Home Secretary Jacqui Smith will meet members of the online industry to decide how to crackdown on the al Qaida-inspired sites.

Illegal material will be tracked down and removed, using tactics already deployed against online paedophiles, she said.

Bary Malik, chairman of Ahmadiya Muslim Association in Bradford, said the internet is a good thing for many, but some extremists see it as an easy tool.

He said: "Some criminals are infiltrating through the internet and we have some terror groups who are using the internet to recruit people.

"I hope the Government will be successful in this and have some solid plan."

Miss Smith said grooming of vulnerable people for purposes of violent extremism must be stopped.

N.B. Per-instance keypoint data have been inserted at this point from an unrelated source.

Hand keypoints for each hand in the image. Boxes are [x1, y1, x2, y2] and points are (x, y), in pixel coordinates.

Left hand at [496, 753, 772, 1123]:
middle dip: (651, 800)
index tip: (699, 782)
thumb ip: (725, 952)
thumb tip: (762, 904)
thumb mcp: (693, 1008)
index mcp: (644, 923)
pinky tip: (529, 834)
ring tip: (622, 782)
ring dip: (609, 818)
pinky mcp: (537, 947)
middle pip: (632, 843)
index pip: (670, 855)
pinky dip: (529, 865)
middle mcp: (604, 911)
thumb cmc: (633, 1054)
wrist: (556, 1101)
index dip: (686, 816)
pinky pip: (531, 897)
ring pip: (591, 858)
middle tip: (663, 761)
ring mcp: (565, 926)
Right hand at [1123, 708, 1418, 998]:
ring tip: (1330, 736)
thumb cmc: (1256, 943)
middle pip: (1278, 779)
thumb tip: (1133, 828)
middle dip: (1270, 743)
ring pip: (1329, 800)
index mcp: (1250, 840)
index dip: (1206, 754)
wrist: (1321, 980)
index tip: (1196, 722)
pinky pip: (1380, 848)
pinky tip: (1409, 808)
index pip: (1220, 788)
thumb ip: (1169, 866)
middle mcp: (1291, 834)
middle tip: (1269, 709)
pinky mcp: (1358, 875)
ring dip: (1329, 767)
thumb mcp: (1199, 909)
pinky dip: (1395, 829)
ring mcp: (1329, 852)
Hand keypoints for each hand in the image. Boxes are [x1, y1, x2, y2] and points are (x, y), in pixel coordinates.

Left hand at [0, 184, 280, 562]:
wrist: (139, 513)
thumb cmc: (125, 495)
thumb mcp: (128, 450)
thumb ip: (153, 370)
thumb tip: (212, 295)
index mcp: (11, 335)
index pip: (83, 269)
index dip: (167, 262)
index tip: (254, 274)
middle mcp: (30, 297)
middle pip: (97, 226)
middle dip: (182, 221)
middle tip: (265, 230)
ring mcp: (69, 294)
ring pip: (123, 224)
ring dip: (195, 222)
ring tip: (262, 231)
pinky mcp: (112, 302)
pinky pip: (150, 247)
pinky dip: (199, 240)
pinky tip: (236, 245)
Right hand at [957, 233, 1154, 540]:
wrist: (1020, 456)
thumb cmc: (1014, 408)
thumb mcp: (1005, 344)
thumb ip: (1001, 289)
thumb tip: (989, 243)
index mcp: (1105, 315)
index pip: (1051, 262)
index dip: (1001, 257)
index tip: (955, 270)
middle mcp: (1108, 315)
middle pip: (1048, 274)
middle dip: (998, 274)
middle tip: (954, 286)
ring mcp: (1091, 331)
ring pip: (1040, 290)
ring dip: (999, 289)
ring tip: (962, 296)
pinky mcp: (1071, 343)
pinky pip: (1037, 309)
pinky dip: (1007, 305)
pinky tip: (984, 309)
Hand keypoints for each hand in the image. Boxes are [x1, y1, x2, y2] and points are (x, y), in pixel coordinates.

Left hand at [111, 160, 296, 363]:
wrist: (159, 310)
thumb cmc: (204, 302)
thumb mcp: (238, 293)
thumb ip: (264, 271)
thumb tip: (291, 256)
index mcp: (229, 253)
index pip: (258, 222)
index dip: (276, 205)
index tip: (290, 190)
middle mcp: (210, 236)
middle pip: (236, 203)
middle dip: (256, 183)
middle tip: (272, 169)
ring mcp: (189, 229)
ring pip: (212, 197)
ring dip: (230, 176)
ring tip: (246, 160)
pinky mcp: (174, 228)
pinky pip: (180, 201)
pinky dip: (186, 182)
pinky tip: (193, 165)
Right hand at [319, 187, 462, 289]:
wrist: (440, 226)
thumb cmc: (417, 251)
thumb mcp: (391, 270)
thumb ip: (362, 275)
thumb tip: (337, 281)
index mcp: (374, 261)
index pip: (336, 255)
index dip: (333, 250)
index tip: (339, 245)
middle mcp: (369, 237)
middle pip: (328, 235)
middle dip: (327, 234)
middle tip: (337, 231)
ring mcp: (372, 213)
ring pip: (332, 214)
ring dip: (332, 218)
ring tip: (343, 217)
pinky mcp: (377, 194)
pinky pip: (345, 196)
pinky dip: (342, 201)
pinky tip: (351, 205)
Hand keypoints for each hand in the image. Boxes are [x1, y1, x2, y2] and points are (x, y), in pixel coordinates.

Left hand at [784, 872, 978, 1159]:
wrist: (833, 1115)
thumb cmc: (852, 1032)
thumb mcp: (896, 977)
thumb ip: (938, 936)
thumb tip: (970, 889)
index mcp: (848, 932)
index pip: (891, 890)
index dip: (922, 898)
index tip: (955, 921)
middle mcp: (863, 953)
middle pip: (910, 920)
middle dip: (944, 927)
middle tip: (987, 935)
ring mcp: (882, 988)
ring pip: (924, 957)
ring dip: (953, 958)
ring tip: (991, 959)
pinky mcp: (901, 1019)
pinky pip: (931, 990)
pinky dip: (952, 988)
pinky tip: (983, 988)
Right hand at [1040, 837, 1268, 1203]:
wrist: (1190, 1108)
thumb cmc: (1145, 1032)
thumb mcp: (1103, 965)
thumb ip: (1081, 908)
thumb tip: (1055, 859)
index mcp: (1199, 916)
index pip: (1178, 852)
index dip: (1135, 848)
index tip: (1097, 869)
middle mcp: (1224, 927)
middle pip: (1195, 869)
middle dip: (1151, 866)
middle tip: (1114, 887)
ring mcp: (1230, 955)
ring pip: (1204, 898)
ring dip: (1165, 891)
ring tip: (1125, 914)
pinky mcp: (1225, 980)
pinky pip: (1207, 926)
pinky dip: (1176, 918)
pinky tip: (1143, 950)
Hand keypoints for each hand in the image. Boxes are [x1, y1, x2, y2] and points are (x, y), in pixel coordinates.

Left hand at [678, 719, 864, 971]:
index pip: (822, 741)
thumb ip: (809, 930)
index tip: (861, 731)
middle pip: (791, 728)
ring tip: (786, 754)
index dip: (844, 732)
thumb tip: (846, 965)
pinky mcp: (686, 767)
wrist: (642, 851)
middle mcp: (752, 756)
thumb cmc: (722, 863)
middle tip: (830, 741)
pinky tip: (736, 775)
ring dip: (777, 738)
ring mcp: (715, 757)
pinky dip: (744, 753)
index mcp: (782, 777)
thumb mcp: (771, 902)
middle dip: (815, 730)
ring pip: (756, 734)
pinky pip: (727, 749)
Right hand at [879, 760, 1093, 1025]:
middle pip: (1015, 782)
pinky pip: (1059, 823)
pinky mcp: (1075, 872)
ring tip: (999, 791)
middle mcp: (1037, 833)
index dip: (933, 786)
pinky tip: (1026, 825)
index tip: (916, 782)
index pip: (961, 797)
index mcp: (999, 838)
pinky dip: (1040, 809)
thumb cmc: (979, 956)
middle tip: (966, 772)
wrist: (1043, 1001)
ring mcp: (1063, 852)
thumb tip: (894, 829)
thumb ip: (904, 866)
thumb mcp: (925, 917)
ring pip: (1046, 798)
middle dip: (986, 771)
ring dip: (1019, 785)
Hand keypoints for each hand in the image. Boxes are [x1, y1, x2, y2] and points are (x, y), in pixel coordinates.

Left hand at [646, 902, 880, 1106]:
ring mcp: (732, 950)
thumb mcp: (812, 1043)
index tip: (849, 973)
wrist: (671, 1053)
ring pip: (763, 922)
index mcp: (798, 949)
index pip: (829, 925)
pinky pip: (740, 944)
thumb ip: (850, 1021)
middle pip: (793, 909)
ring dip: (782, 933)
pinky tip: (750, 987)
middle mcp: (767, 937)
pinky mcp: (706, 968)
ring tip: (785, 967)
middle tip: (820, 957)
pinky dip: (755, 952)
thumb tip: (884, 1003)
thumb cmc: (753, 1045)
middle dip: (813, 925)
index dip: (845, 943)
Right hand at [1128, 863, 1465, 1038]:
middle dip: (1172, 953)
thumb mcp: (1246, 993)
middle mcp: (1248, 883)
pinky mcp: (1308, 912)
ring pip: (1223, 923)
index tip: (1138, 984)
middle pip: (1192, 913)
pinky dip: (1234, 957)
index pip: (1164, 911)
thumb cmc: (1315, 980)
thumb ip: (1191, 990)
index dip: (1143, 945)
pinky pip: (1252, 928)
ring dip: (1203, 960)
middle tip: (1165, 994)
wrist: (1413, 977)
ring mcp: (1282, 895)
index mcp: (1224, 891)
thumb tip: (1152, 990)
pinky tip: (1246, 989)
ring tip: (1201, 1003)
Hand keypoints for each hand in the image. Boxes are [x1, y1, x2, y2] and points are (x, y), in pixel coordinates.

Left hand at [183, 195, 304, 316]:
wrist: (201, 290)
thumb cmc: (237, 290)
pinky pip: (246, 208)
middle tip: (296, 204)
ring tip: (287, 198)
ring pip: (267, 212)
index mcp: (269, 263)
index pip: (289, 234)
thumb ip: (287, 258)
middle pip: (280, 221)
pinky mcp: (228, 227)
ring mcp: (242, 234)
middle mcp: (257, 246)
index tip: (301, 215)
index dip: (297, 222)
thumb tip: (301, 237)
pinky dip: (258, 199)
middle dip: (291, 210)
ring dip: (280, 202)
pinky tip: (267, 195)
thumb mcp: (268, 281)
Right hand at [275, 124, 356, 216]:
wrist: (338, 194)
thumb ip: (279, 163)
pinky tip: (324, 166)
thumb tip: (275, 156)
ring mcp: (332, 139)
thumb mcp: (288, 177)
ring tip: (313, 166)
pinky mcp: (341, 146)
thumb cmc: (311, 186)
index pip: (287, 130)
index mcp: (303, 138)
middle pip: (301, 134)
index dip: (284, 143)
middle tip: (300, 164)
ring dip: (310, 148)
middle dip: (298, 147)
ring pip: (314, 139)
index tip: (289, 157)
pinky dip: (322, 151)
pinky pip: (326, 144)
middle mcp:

She said: "In the next few weeks, I will be talking to industry and critically to those in the community about how best to do this, how best to identify material that is drawing vulnerable young people into violent extremism.

"Where there is illegal material on the net, I want it removed. The internet is not a no-go area for Government."

It is unclear what form the crackdown will take but it could be setting up new ways to report sites.

Shadow security minister Baroness Neville-Jones said the Tories welcomed the positive step but said the announcement had come "much too late."

She added: "The Government should also have kept its promise to ban Hizb ut-Tahrir.

"Gateway organisations draw the young and vulnerable into extremism.

"It is no use just targeting websites when such groups are free to undermine British society and values."